She was unable to move. She wanted to run, but all of her joints–hips, knees, ankles–were rigid, locked, and she didn’t have the strength to make them move. She felt weak, as frail as an old, old woman; she was sure that, if she somehow managed to unlock her joints and take a step, she would collapse.
She couldn’t speak, but, inside, she was screaming.
Frye stopped less than fifteen feet from her, one foot in a cotton snowdrift of stuffing that had been torn from one of the ruined armchairs. He was pasty-faced, shaking violently, obviously on the edge of hysteria.
Could a dead man be hysterical?
She had to be out of her mind. Had to be. Stark raving mad. But she knew she wasn’t.
A ghost? But she didn’t believe in ghosts. And besides, wasn’t a spirit supposed to be insubstantial, transparent, or at least translucent? Could an apparition be as solid as this walking dead man, as convincingly and terrifyingly real as he was?
“Bitch,” he said. “You stinking bitch!”
His hard, low-pitched, gravelly voice was unmistakable.
But, Hilary thought crazily, his vocal cords already should have started to rot. His throat should be blocked with putrescence.
She felt high-pitched laughter building in her, and she struggled to control it. If she began to laugh, she might never stop.
“You killed me,” he said menacingly, still teetering on the brink of hysteria.
“No,” she said. “Oh, no. No.”
“You did!” he screamed, brandishing the knife. “You killed me! Don’t lie about it. I know. Don’t you think I know? Oh, Jesus! I feel so strange, so alone, all alone, so empty.” There was genuine spiritual agony mixed up with his rage. “So empty and scared. And it’s all because of you.”
He slowly crossed the few yards that separated him from her, stepping carefully through the rubble.
Hilary could see that this dead man’s eyes were not blank or filmed with milky cataracts. These eyes were blue-gray and very much alive–and brimming with cold, cold anger.
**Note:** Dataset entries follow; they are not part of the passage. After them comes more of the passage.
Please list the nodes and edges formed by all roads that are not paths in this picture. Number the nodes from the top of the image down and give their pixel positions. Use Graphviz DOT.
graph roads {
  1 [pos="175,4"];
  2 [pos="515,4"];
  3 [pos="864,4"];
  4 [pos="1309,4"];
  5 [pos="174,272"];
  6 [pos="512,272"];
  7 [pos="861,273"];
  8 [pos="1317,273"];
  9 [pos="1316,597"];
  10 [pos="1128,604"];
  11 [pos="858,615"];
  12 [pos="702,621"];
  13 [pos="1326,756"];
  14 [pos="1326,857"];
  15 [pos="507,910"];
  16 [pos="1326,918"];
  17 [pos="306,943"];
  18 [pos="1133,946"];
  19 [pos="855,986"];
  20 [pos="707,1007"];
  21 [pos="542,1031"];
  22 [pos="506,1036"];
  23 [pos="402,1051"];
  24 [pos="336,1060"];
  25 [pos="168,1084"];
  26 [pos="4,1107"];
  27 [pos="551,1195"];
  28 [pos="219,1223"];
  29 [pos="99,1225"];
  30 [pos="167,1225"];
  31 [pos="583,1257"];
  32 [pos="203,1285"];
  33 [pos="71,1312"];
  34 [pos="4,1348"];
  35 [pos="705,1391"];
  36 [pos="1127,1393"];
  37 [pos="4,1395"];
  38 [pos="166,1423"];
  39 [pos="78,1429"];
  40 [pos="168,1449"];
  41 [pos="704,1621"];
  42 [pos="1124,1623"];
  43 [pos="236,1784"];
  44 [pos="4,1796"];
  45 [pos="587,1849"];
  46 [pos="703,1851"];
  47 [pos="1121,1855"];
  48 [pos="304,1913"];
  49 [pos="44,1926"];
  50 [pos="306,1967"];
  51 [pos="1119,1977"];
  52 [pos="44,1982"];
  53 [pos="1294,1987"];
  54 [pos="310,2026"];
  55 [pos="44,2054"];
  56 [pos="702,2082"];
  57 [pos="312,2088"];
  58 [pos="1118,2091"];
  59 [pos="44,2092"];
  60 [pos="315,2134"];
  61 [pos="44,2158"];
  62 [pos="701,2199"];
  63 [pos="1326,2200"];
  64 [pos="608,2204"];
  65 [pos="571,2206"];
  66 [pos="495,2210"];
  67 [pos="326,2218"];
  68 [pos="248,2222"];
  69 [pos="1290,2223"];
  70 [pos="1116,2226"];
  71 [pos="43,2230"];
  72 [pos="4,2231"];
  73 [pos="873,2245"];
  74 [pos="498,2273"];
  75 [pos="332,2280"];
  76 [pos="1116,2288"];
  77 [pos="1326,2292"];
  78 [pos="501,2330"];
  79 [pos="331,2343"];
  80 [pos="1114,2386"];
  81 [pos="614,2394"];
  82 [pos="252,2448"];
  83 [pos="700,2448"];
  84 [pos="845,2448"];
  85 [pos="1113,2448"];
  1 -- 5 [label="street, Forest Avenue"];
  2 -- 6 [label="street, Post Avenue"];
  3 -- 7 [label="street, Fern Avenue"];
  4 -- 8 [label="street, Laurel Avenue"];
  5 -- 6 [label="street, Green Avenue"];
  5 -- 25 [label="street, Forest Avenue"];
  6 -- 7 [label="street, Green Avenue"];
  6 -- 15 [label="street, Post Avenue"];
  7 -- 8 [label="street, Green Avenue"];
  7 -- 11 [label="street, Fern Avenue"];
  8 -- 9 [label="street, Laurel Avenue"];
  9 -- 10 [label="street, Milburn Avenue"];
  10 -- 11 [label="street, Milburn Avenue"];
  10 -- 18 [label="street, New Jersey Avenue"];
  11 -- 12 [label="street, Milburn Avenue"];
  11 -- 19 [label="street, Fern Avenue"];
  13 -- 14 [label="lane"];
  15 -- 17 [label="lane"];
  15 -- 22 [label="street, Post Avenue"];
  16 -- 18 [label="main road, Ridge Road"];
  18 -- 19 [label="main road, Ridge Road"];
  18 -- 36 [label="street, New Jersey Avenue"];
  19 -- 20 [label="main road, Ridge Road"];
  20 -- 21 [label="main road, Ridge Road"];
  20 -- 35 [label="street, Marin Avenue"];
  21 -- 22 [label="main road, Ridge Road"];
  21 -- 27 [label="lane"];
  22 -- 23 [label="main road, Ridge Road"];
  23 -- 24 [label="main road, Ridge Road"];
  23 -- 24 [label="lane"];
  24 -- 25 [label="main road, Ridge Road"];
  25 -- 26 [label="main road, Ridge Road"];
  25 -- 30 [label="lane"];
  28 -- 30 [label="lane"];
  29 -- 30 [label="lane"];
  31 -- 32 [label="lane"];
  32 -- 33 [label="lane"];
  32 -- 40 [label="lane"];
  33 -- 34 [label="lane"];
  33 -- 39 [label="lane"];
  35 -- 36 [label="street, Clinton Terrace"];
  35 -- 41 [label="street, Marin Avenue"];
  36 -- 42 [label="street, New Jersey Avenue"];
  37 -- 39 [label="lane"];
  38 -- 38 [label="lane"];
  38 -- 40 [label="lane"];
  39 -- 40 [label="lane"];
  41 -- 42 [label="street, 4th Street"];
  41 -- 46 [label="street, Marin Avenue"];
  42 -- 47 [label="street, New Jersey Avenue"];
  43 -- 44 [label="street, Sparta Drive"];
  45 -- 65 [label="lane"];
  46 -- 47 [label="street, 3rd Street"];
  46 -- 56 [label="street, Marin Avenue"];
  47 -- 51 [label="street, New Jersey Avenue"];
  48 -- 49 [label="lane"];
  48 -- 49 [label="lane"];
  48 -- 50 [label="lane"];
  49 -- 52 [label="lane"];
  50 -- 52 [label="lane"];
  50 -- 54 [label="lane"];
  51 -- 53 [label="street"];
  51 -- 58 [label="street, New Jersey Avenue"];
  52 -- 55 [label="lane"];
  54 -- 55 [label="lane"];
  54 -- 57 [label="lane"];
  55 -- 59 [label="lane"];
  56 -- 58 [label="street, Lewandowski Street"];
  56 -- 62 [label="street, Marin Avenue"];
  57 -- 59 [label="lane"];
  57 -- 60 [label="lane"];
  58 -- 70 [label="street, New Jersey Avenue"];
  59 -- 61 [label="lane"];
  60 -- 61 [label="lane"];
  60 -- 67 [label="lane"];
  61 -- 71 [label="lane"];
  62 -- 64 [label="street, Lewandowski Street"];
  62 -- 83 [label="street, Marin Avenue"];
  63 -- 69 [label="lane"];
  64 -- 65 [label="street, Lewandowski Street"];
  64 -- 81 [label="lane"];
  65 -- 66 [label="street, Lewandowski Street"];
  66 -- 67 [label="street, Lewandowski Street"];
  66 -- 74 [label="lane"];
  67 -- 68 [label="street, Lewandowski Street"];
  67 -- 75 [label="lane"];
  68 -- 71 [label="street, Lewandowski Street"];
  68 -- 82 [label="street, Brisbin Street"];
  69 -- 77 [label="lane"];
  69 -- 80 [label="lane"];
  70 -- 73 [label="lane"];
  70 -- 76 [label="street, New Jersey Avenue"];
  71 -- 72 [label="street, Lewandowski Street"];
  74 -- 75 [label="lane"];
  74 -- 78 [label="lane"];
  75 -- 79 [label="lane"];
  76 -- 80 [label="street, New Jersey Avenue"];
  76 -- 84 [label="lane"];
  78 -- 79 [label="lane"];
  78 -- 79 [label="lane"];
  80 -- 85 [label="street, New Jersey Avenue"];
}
“This time you’ll stay dead,” Frye said as he approached. “You won’t come back this time.”
She tried to retreat from him, took one hesitant step, and her legs almost buckled. But she didn’t fall. She had more strength left than she had thought.
“This time,” Frye said, “I’m taking every precaution. I’m not giving you a chance to come back. I’m going to cut your fuckin’ heart out.”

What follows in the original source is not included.